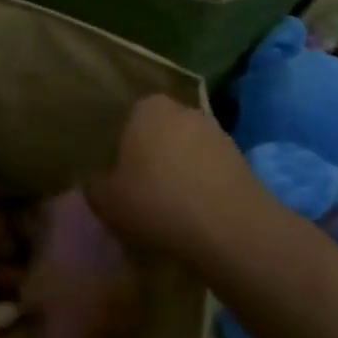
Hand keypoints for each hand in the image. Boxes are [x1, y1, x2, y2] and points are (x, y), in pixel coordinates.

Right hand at [86, 95, 275, 262]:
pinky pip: (210, 170)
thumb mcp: (106, 200)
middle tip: (138, 188)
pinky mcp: (243, 160)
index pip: (127, 118)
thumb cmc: (156, 202)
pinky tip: (193, 213)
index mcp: (147, 108)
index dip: (120, 146)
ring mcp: (218, 133)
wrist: (229, 229)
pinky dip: (201, 186)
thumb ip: (95, 186)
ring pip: (187, 151)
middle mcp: (184, 111)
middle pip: (159, 132)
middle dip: (151, 156)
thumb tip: (95, 182)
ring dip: (179, 171)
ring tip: (167, 205)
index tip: (115, 173)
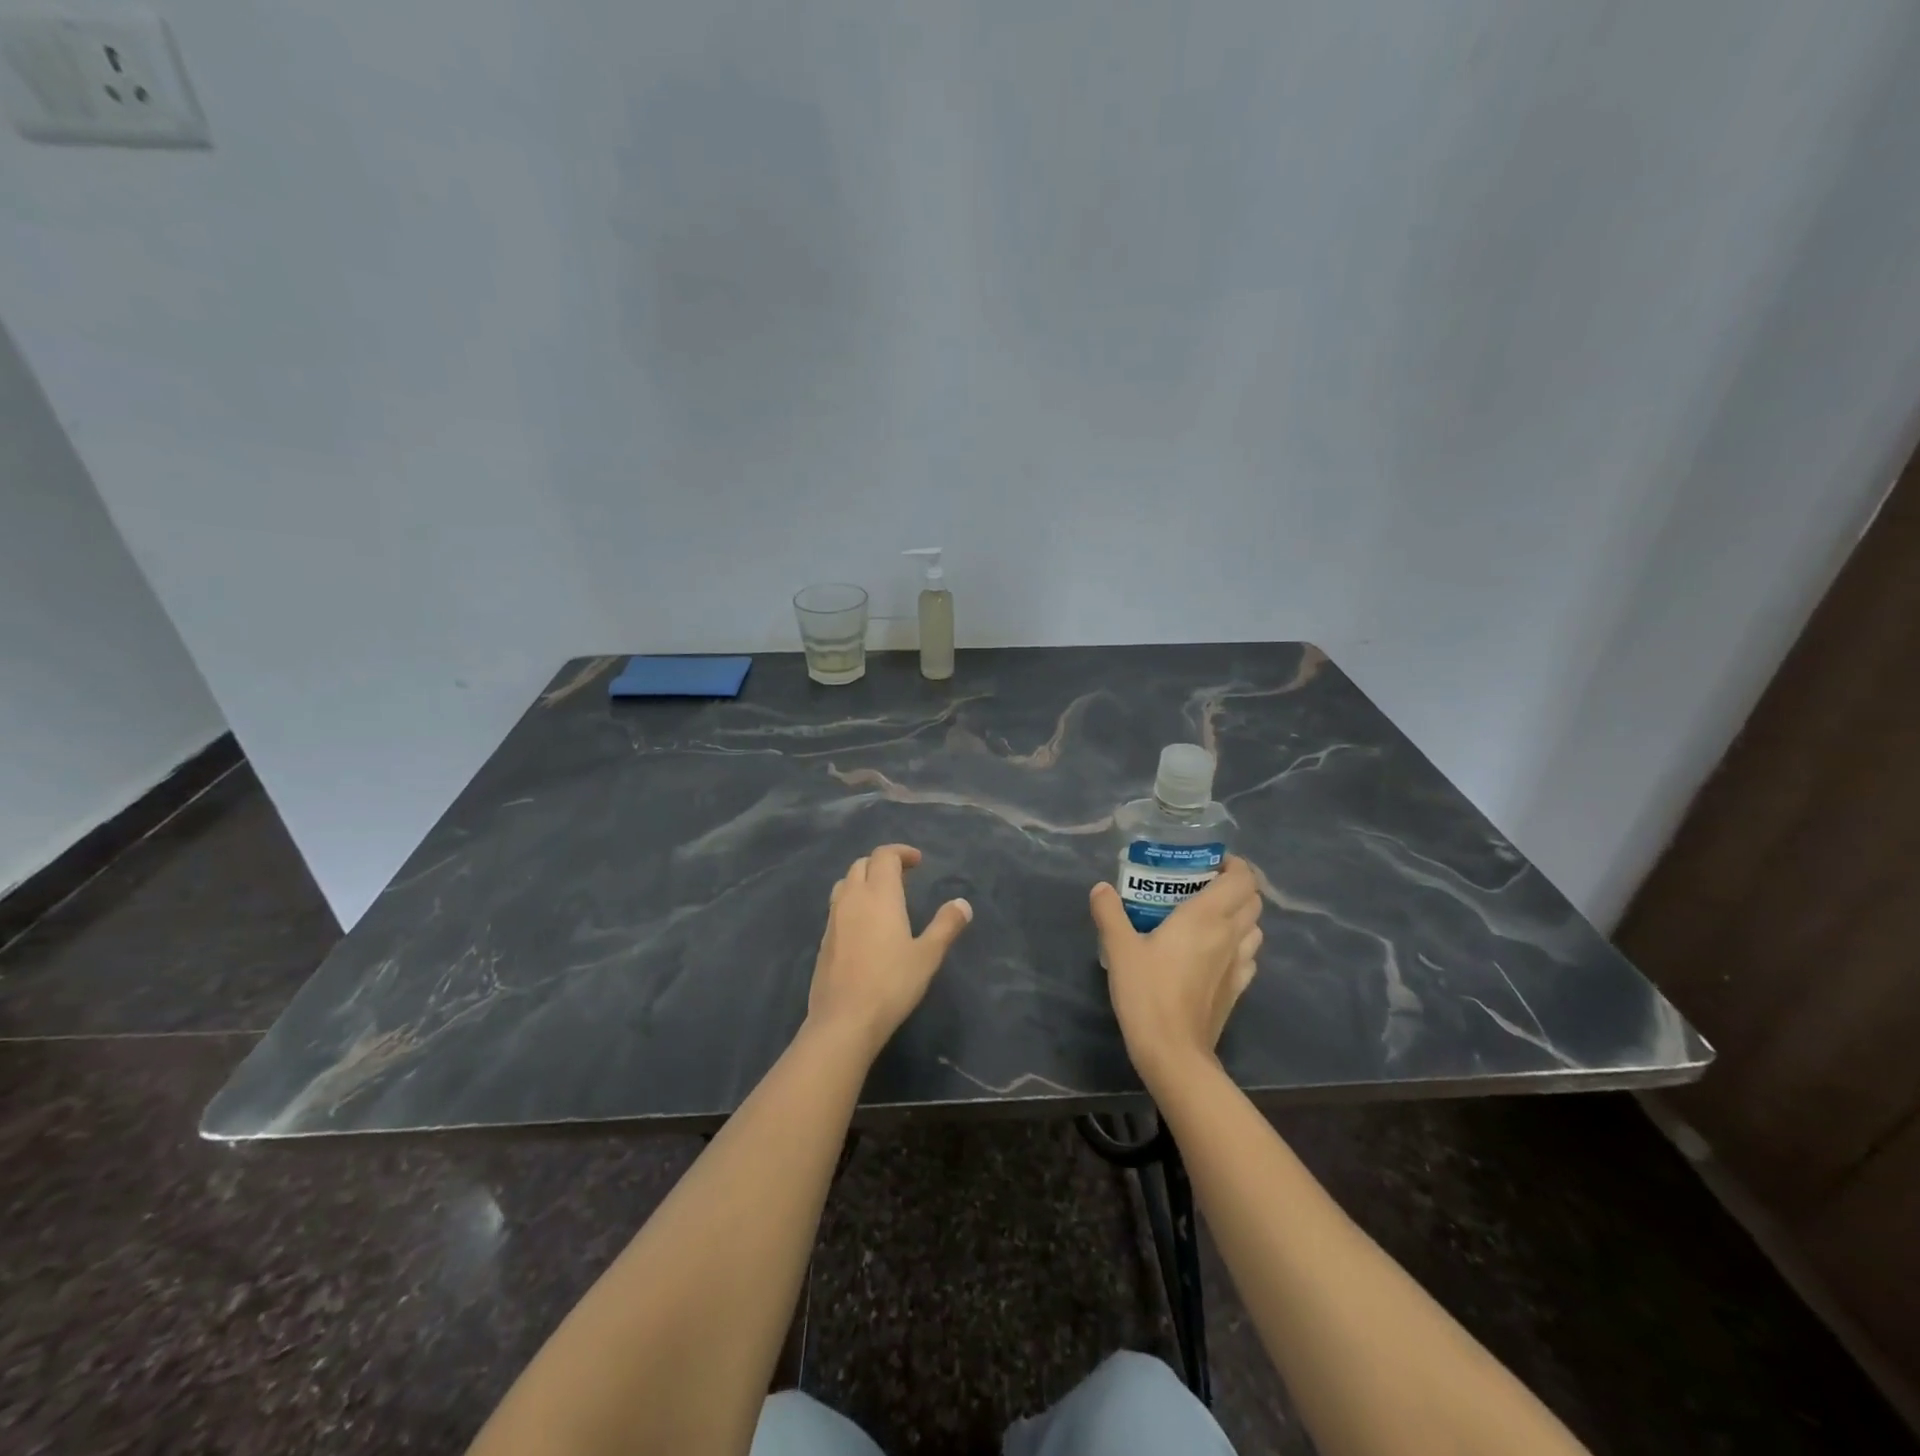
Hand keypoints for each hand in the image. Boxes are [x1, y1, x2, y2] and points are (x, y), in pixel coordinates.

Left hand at [807, 844, 972, 1057]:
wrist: (844, 1020)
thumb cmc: (891, 984)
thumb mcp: (928, 956)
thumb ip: (946, 926)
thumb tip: (963, 903)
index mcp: (880, 895)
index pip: (884, 856)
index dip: (901, 852)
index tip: (918, 862)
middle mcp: (853, 898)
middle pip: (862, 864)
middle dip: (882, 863)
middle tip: (903, 877)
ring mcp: (834, 918)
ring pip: (845, 883)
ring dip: (864, 880)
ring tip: (882, 896)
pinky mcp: (824, 939)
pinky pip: (837, 906)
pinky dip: (852, 901)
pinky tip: (865, 925)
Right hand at [1090, 856, 1262, 1087]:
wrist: (1173, 1051)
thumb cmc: (1147, 992)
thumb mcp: (1119, 948)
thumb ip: (1110, 912)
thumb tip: (1102, 888)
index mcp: (1206, 917)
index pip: (1241, 879)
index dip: (1234, 865)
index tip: (1210, 862)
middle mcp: (1230, 935)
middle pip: (1253, 900)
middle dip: (1236, 886)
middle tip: (1204, 885)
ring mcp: (1239, 964)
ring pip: (1255, 928)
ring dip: (1240, 915)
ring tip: (1211, 916)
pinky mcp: (1237, 989)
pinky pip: (1249, 956)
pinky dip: (1239, 944)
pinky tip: (1215, 952)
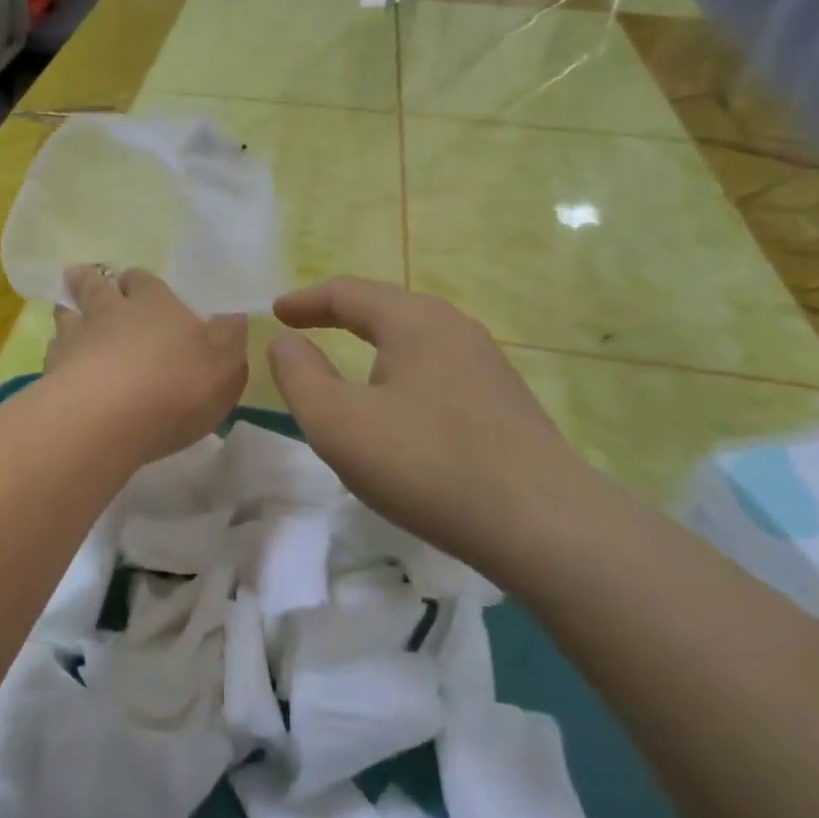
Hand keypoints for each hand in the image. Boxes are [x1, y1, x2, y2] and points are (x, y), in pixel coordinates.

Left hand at [44, 266, 248, 462]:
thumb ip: (229, 339)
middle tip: (80, 275)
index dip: (140, 282)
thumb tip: (231, 317)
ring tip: (65, 313)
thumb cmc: (176, 386)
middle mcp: (110, 313)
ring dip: (67, 314)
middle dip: (90, 281)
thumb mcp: (225, 364)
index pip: (144, 281)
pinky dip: (56, 358)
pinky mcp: (51, 374)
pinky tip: (59, 367)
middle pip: (95, 288)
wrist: (106, 418)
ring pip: (66, 317)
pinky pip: (52, 356)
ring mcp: (74, 341)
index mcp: (155, 305)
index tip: (134, 282)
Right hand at [267, 278, 594, 577]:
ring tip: (347, 367)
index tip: (275, 313)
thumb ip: (300, 376)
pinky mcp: (503, 403)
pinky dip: (400, 375)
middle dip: (339, 316)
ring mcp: (486, 365)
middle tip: (305, 330)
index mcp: (414, 321)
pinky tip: (398, 409)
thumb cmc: (425, 463)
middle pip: (385, 309)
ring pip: (415, 341)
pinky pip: (436, 371)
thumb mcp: (338, 422)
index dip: (305, 301)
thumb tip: (285, 341)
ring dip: (372, 346)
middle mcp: (455, 329)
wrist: (543, 524)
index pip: (348, 293)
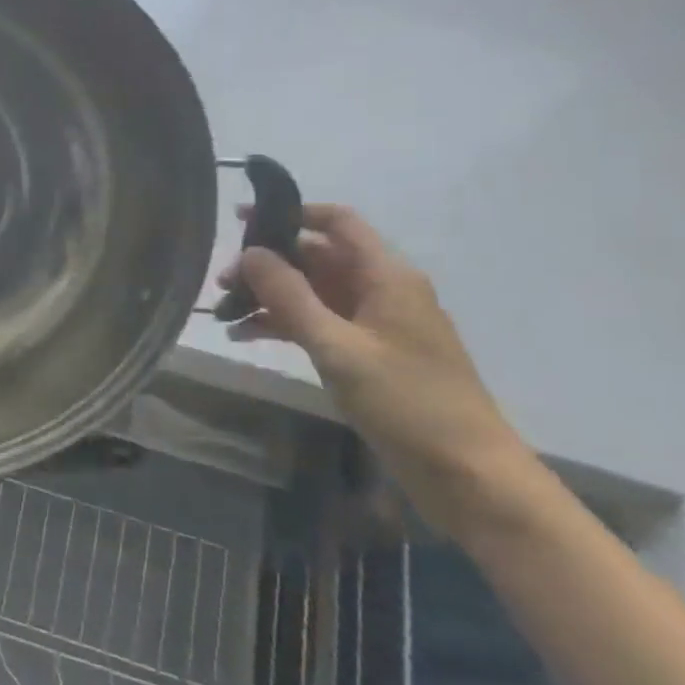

> _What you need to do_: The lines from the start of the records above through the line that holds "index pip: (127, 118)" are to be copied exactly, both ends included, and no pictures are to be copied.

> _Result for this exercise_:
Hand keypoints for each hand in the image. Boxes are [x1, y1, x2, y2] and points are (x, y), in pixel coordinates.

Right hand at [86, 95, 275, 262]:
pinky pip: (210, 170)
thumb mcp: (106, 200)
middle tip: (138, 188)
pinky mcp: (243, 160)
index pip: (127, 118)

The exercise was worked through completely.